Tuesday, May 24, 2016

Two Beautiful Brides

“Love is not love which alters when it alteration finds, or bends with the remover to remove: O no; it is an ever fixed mark, that looks on tempests, and is never shaken”.   

William Shakespeare - Sonnet 116

I remember reading these words when I was a teenager and thinking that’s the kind of love I want, wild, passionate, all encompassing.  I’ve always taken it for granted that I could have it.  That I would choose a partner, that we would get married and build a family, or in our case family came first and marriage second.  Regardless, there were no obstacles in my way, other than maybe myself and a tendency to be over zealous in my wooing!
The beautiful brides 
But the words never rang truer to me then recently as I watched my cousin Grace, having been escorted up the aisle by her father, wait to greet her beautiful bride to be, Carol, who was also walked up the aisle hand in hand with her father.  The emotion in the room was palpable.  This incredible couple had fought for their special day.  A day Grace said that growing up, she thought she would never have.   They had knocked on doors and handed out fliers and been compelled to explain their love.  They were ridiculed by some, closed minded, bigoted, determined to hold on to an archaic belief that love can be prescribed.  But mainly they were celebrated, by an overwhelming majority and watching them exchange their vows, in their beautiful wedding gowns, I was acutely aware that their love mattered more than mine, because they fought for it, they defended it and they won.

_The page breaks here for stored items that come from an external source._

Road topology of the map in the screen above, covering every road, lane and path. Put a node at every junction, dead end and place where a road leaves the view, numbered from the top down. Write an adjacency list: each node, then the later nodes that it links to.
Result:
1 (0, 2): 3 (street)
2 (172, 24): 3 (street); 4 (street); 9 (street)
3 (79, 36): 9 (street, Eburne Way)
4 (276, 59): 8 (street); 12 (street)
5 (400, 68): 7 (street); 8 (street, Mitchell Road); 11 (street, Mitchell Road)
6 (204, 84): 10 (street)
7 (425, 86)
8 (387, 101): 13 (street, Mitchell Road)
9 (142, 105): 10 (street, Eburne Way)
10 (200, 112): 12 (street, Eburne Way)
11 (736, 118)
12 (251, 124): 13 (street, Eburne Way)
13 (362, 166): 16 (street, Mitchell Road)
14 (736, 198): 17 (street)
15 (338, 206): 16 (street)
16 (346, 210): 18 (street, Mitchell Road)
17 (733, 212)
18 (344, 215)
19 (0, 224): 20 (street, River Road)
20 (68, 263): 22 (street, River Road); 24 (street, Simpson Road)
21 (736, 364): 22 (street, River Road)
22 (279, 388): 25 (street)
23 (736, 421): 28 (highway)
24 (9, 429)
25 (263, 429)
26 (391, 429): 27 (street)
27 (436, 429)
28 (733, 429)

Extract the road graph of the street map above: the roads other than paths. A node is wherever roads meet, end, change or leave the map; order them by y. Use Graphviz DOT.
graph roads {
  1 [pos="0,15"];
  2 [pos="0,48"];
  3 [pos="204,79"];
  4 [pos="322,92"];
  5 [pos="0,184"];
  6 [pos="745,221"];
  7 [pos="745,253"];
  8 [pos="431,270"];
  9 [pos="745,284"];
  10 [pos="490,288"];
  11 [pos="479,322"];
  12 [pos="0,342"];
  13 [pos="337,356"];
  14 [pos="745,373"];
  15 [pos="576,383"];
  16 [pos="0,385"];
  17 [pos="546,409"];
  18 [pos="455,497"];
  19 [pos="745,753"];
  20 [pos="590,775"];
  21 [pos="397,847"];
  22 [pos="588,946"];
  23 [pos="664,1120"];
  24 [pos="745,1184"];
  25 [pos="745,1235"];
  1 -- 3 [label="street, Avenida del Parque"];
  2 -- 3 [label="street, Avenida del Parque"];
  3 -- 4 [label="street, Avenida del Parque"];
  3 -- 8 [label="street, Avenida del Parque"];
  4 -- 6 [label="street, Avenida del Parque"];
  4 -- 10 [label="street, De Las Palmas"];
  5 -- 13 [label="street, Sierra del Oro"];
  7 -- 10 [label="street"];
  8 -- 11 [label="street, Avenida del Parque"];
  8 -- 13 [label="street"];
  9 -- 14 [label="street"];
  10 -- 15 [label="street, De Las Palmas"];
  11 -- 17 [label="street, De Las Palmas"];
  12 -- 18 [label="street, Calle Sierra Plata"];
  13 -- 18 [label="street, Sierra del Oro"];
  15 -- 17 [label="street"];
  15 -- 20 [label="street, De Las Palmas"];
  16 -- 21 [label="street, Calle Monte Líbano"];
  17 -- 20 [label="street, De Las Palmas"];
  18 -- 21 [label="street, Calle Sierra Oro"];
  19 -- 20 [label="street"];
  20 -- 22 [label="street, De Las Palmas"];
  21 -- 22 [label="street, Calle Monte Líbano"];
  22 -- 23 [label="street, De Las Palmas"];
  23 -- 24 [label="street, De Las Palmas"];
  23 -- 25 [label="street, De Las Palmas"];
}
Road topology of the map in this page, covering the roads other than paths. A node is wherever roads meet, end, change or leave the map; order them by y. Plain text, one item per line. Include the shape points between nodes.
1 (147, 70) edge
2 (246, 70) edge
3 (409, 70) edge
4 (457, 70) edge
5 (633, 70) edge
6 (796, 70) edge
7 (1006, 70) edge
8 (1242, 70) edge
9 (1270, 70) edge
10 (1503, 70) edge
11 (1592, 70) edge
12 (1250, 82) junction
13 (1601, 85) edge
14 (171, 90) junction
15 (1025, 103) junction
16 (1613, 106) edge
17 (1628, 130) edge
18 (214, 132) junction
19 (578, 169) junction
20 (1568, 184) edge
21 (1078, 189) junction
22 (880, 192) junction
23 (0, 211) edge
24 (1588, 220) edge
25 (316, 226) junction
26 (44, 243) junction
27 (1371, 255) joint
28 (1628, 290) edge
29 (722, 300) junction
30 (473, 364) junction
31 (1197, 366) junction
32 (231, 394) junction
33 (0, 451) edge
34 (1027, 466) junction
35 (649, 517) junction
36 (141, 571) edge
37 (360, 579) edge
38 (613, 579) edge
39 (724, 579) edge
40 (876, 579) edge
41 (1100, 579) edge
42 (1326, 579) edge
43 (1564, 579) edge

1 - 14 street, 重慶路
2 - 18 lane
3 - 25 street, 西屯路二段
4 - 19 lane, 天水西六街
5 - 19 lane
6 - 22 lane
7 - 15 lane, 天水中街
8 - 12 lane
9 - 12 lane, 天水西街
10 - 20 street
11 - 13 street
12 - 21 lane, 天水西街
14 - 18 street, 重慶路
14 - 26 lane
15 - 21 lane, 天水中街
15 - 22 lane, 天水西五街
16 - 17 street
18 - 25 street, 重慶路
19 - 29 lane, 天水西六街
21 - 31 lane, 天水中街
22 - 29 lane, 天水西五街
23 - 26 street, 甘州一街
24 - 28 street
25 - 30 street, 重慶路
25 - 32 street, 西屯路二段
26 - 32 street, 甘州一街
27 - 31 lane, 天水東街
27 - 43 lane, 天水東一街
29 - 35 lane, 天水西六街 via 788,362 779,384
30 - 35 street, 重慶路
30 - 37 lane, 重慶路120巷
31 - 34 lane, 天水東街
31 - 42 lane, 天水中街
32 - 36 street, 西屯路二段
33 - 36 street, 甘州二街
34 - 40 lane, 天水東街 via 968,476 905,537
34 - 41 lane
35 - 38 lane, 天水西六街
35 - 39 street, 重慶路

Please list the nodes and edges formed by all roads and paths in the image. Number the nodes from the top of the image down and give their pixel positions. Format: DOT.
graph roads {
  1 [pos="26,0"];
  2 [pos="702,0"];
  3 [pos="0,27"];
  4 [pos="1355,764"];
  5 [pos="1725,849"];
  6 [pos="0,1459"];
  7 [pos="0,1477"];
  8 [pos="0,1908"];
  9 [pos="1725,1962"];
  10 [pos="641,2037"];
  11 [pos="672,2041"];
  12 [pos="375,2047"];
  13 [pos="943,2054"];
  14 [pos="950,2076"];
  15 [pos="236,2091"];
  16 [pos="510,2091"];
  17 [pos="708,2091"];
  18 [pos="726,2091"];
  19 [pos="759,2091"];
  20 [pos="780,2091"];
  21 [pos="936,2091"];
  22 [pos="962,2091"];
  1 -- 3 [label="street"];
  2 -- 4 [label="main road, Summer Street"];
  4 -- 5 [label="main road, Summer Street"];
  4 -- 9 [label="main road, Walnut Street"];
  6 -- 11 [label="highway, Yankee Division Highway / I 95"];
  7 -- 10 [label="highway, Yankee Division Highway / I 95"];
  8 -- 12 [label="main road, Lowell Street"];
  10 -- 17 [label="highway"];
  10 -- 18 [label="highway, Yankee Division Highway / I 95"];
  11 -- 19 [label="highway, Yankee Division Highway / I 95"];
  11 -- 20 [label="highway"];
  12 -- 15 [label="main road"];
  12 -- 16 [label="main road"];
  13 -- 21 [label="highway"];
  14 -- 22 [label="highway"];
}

My emotion grew as I listened to my uncle John talk about the love, pride and the incredible respect he holds for his daughter and his new daughter in law, although, I know he has viewed Carol as a daughter for many years now.  A 90-year old aunt our ours cheered and clapped.  My own 73-year old father said that finally he understood, it doesn’t matter who you love, it just matters that you love them.  I have enormous respect for his honesty. You can be dubious about something, without labeling it as wrong, or other or different. 
Grace's colleagues in the Irish Naval providing a guard of honour 

The thing I love most in the aftermath of that wonderful day (definitely not the honeymoon snapchats making me green with envy, thanks girls!) is that my eldest keeps saying he didn't realise Grace and Carol were famous. He doesn't get why their wedding is in the papers, so it must be that they are celebrities. After all, “it's just a wedding Mom, sure everyone can have one”. And there it is. From the mouth of babes. The simple, progressive truth of the Ireland he and his siblings are growing up in.  For him loving and marrying a same sex partner, holds no wonder. For me, I am privileged to have witnessed a democratic process of monumental proportions, afford families around the country the equal status they so desperately deserve.